■ **PROBLEM DETAILS**: The answer must consist of every line from the data that holds the string "Foxboro".

■ **RECORDS FOR THIS TASK**:
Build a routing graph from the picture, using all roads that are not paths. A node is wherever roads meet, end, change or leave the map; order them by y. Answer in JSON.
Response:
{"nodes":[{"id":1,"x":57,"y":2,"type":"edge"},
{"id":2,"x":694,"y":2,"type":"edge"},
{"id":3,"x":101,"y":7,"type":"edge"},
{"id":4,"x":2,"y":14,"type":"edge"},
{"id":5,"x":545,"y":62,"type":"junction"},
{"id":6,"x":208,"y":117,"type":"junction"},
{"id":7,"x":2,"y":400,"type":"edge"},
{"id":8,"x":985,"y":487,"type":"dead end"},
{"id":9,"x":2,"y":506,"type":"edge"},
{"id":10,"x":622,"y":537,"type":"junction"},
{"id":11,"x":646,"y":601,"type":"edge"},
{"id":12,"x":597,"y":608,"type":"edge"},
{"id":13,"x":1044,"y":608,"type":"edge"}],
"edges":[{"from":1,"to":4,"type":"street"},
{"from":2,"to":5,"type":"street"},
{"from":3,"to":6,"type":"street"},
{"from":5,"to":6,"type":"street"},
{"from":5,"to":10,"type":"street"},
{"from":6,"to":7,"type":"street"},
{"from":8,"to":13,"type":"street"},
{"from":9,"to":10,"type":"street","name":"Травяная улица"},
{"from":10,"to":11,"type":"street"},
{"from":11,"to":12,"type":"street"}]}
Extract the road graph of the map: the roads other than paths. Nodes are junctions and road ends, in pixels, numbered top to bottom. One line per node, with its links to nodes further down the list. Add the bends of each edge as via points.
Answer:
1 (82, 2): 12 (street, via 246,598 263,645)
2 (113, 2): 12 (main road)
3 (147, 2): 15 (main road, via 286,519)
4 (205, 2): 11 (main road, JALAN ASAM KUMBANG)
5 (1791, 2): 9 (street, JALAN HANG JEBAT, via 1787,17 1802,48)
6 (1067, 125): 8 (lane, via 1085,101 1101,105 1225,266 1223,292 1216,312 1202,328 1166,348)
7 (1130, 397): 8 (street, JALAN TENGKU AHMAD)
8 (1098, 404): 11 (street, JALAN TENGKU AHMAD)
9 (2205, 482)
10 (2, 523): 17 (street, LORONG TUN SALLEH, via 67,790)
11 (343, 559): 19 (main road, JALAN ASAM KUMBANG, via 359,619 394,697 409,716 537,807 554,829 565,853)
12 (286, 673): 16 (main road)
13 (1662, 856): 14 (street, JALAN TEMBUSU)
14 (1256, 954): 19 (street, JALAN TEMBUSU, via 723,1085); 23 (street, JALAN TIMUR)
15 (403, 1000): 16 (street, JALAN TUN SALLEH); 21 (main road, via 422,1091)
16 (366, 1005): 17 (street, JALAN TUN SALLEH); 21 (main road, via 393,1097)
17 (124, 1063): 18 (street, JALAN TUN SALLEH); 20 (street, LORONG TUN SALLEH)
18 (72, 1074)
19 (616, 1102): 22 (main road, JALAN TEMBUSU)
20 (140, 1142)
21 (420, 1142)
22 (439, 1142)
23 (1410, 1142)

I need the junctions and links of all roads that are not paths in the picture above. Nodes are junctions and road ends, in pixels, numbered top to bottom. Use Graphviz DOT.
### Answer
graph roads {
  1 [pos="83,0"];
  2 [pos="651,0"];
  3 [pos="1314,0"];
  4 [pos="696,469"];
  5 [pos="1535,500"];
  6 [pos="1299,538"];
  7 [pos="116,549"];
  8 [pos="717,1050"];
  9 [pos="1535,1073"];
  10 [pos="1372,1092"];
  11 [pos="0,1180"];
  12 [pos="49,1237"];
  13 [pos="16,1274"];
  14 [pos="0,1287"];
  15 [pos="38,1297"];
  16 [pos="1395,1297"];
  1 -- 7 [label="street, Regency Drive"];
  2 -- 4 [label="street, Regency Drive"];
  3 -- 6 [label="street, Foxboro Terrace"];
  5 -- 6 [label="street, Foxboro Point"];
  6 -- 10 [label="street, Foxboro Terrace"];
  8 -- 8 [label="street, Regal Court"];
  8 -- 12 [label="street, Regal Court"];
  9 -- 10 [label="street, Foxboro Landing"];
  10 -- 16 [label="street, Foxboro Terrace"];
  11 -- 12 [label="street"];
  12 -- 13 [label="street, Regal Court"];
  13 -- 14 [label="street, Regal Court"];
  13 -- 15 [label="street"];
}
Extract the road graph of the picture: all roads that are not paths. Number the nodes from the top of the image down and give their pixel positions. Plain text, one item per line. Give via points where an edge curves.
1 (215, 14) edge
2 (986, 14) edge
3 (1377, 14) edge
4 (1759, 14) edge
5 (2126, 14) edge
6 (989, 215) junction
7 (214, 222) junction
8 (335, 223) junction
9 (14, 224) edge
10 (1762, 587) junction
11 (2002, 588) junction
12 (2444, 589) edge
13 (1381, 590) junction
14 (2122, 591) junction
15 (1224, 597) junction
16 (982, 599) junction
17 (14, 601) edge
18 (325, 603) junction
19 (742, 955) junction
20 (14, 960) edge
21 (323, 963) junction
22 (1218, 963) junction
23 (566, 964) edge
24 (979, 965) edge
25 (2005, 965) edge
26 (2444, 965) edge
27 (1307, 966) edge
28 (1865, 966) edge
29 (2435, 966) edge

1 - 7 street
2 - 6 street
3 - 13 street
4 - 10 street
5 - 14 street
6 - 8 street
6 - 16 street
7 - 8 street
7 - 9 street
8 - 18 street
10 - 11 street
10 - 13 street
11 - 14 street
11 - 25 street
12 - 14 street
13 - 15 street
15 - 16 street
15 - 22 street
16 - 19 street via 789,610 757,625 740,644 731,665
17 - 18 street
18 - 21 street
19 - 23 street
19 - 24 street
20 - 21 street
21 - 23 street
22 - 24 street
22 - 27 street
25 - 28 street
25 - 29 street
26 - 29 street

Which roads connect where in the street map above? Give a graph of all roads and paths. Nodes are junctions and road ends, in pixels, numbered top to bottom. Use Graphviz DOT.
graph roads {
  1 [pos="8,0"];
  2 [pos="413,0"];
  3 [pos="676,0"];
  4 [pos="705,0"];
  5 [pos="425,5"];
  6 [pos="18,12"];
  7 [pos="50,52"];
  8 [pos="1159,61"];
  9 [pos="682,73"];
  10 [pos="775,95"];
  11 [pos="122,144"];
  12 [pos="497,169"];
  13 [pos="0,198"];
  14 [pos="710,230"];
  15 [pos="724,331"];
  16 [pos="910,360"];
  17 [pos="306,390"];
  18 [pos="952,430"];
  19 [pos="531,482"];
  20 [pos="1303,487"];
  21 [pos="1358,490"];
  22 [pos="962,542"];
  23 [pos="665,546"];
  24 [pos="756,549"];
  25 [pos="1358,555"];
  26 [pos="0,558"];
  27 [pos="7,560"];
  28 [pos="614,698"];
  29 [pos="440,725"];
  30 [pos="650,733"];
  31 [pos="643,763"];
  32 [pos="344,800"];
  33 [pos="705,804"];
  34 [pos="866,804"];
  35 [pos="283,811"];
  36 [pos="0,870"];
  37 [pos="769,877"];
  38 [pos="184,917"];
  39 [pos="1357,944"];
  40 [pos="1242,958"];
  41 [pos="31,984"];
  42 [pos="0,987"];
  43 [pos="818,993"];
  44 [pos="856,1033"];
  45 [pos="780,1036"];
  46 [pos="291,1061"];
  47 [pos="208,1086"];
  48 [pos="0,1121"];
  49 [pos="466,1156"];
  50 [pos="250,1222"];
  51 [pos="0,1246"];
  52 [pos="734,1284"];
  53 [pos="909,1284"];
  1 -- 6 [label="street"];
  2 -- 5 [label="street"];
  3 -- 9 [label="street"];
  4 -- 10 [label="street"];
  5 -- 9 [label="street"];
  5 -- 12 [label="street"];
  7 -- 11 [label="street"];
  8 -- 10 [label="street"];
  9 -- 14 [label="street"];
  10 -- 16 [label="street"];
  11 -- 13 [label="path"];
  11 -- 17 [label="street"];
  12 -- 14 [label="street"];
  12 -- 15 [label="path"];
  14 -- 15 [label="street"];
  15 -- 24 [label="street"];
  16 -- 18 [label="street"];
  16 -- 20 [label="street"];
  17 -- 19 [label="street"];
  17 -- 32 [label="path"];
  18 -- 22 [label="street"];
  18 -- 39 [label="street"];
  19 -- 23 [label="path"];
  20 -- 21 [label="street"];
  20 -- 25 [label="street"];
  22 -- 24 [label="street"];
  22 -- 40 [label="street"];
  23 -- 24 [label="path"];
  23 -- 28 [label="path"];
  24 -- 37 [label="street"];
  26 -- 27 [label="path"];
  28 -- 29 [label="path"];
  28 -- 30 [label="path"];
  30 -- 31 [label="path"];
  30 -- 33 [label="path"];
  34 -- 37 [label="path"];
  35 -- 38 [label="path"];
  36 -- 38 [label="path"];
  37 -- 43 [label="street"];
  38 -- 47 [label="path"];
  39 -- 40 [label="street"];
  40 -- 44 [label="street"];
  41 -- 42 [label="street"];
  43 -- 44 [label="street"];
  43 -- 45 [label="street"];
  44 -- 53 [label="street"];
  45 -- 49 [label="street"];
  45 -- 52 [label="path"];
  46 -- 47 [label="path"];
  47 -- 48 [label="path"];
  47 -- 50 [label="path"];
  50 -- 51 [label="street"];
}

■ **ANSWER TO THE EXERCISE**:
  3 -- 6 [label="street, Foxboro Terrace"];
  5 -- 6 [label="street, Foxboro Point"];
  6 -- 10 [label="street, Foxboro Terrace"];
  9 -- 10 [label="street, Foxboro Landing"];
  10 -- 16 [label="street, Foxboro Terrace"];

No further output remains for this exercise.